== RECORDS FOR PROCESSING

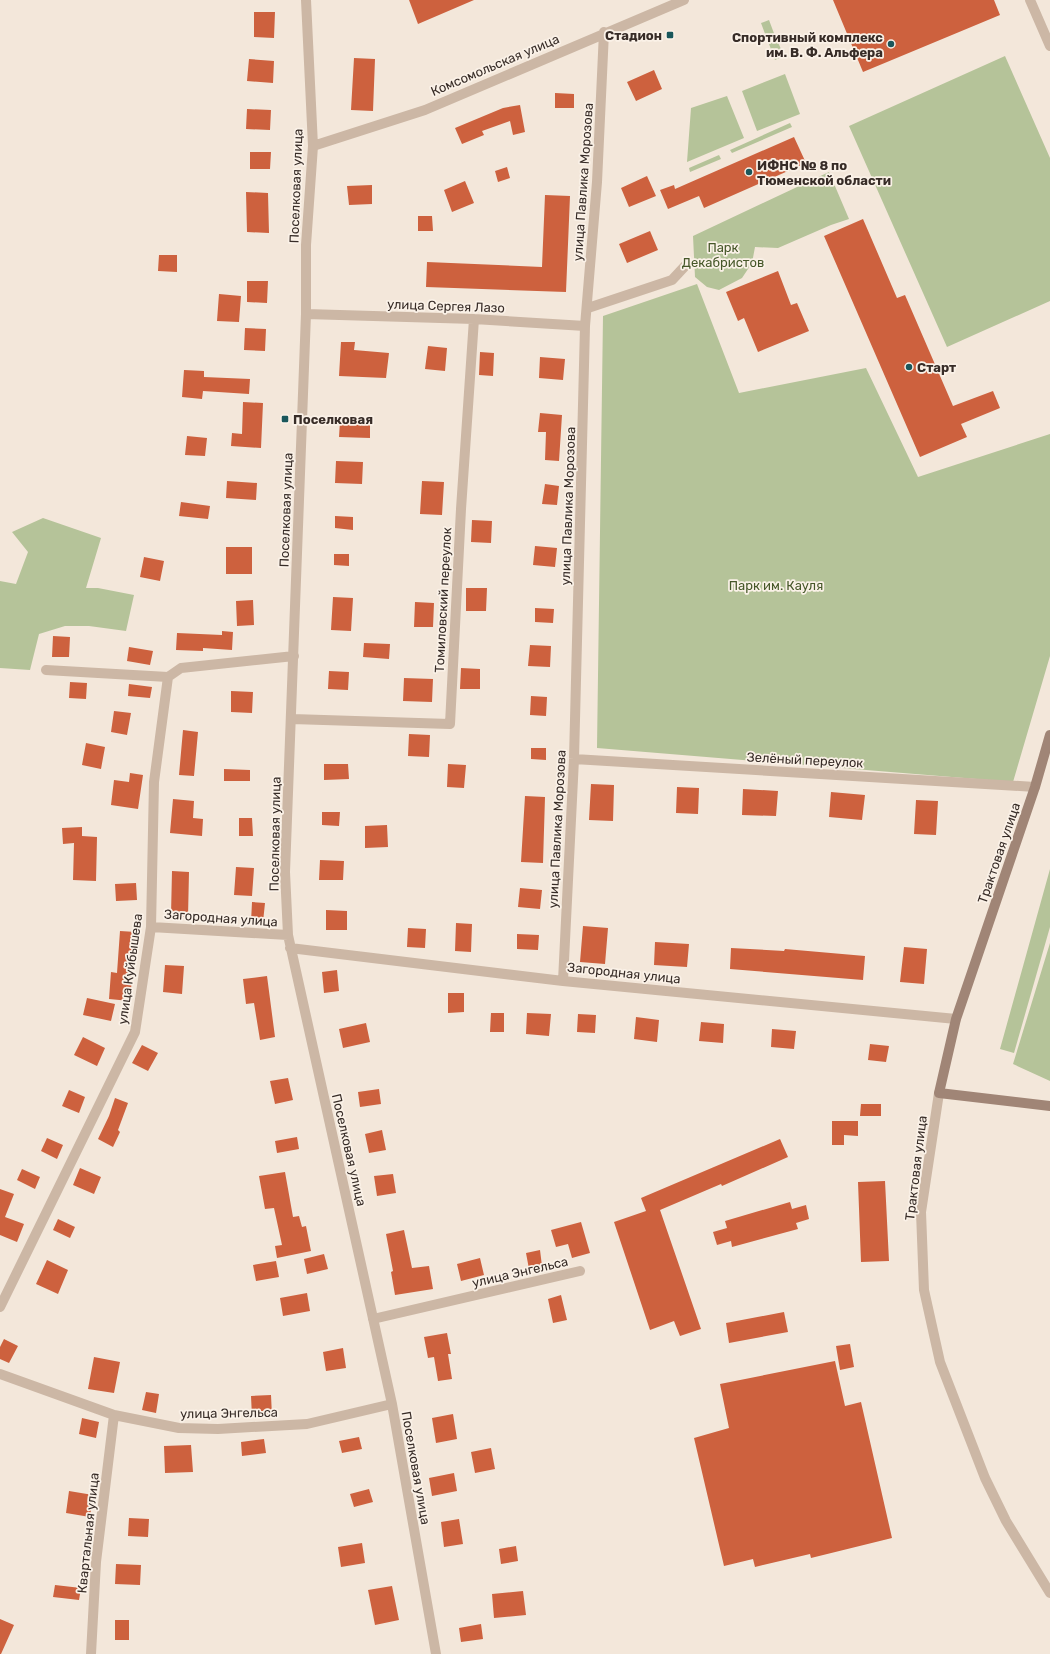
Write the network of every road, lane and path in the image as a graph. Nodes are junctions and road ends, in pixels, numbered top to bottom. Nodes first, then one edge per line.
1 (306, 0) edge
2 (684, 0) edge
3 (1030, 0) edge
4 (604, 32) junction
5 (1050, 46) edge
6 (313, 146) junction
7 (686, 265) dead end
8 (588, 308) junction
9 (306, 314) junction
10 (474, 319) junction
11 (585, 326) junction
12 (294, 656) junction
13 (46, 670) dead end
14 (168, 677) junction
15 (292, 719) junction
16 (1050, 735) edge
17 (574, 759) junction
18 (1035, 787) junction
19 (152, 927) junction
20 (288, 936) junction
21 (290, 948) junction
22 (563, 980) junction
23 (956, 1019) junction
24 (939, 1093) junction
25 (1050, 1106) edge
26 (580, 1272) dead end
27 (0, 1307) edge
28 (373, 1319) junction
29 (0, 1374) edge
30 (392, 1404) junction
31 (114, 1415) junction
32 (1050, 1593) edge
33 (91, 1654) edge
34 (436, 1654) edge

1 - 6 street, Поселковая улица
2 - 4 street, Комсомольская улица
3 - 5 street
4 - 6 street, Комсомольская улица
4 - 8 street, улица Павлика Морозова
6 - 9 street, Поселковая улица
7 - 8 street
8 - 11 street, улица Павлика Морозова
9 - 10 street, улица Сергея Лазо
9 - 12 street, Поселковая улица
10 - 11 street, улица Сергея Лазо
10 - 15 street, Томиловский переулок
11 - 17 street, улица Павлика Морозова
12 - 14 street
12 - 15 street, Поселковая улица
13 - 14 street
14 - 19 street, улица Куйбышева
15 - 20 street, Поселковая улица
16 - 18 street, Трактовая улица
17 - 18 street, Зелёный переулок
17 - 22 street, улица Павлика Морозова
18 - 23 street, Трактовая улица
19 - 20 street, Загородная улица
19 - 27 street, улица Куйбышева
20 - 21 street, Поселковая улица
21 - 22 street, Загородная улица
21 - 28 street, Поселковая улица
22 - 23 street, Загородная улица
23 - 24 street, Трактовая улица
24 - 25 street
24 - 32 street, Трактовая улица
26 - 28 street, улица Энгельса
28 - 30 street, Поселковая улица
29 - 31 street, улица Энгельса
30 - 31 street, улица Энгельса
30 - 34 street, Поселковая улица
31 - 33 street, Квартальная улица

====

Return all the data exactly, and keep the pictures out.

_RESPONSE_.
Write the network of every road, lane and path in the image as a graph. Nodes are junctions and road ends, in pixels, numbered top to bottom. Nodes first, then one edge per line.
1 (306, 0) edge
2 (684, 0) edge
3 (1030, 0) edge
4 (604, 32) junction
5 (1050, 46) edge
6 (313, 146) junction
7 (686, 265) dead end
8 (588, 308) junction
9 (306, 314) junction
10 (474, 319) junction
11 (585, 326) junction
12 (294, 656) junction
13 (46, 670) dead end
14 (168, 677) junction
15 (292, 719) junction
16 (1050, 735) edge
17 (574, 759) junction
18 (1035, 787) junction
19 (152, 927) junction
20 (288, 936) junction
21 (290, 948) junction
22 (563, 980) junction
23 (956, 1019) junction
24 (939, 1093) junction
25 (1050, 1106) edge
26 (580, 1272) dead end
27 (0, 1307) edge
28 (373, 1319) junction
29 (0, 1374) edge
30 (392, 1404) junction
31 (114, 1415) junction
32 (1050, 1593) edge
33 (91, 1654) edge
34 (436, 1654) edge

1 - 6 street, Поселковая улица
2 - 4 street, Комсомольская улица
3 - 5 street
4 - 6 street, Комсомольская улица
4 - 8 street, улица Павлика Морозова
6 - 9 street, Поселковая улица
7 - 8 street
8 - 11 street, улица Павлика Морозова
9 - 10 street, улица Сергея Лазо
9 - 12 street, Поселковая улица
10 - 11 street, улица Сергея Лазо
10 - 15 street, Томиловский переулок
11 - 17 street, улица Павлика Морозова
12 - 14 street
12 - 15 street, Поселковая улица
13 - 14 street
14 - 19 street, улица Куйбышева
15 - 20 street, Поселковая улица
16 - 18 street, Трактовая улица
17 - 18 street, Зелёный переулок
17 - 22 street, улица Павлика Морозова
18 - 23 street, Трактовая улица
19 - 20 street, Загородная улица
19 - 27 street, улица Куйбышева
20 - 21 street, Поселковая улица
21 - 22 street, Загородная улица
21 - 28 street, Поселковая улица
22 - 23 street, Загородная улица
23 - 24 street, Трактовая улица
24 - 25 street
24 - 32 street, Трактовая улица
26 - 28 street, улица Энгельса
28 - 30 street, Поселковая улица
29 - 31 street, улица Энгельса
30 - 31 street, улица Энгельса
30 - 34 street, Поселковая улица
31 - 33 street, Квартальная улица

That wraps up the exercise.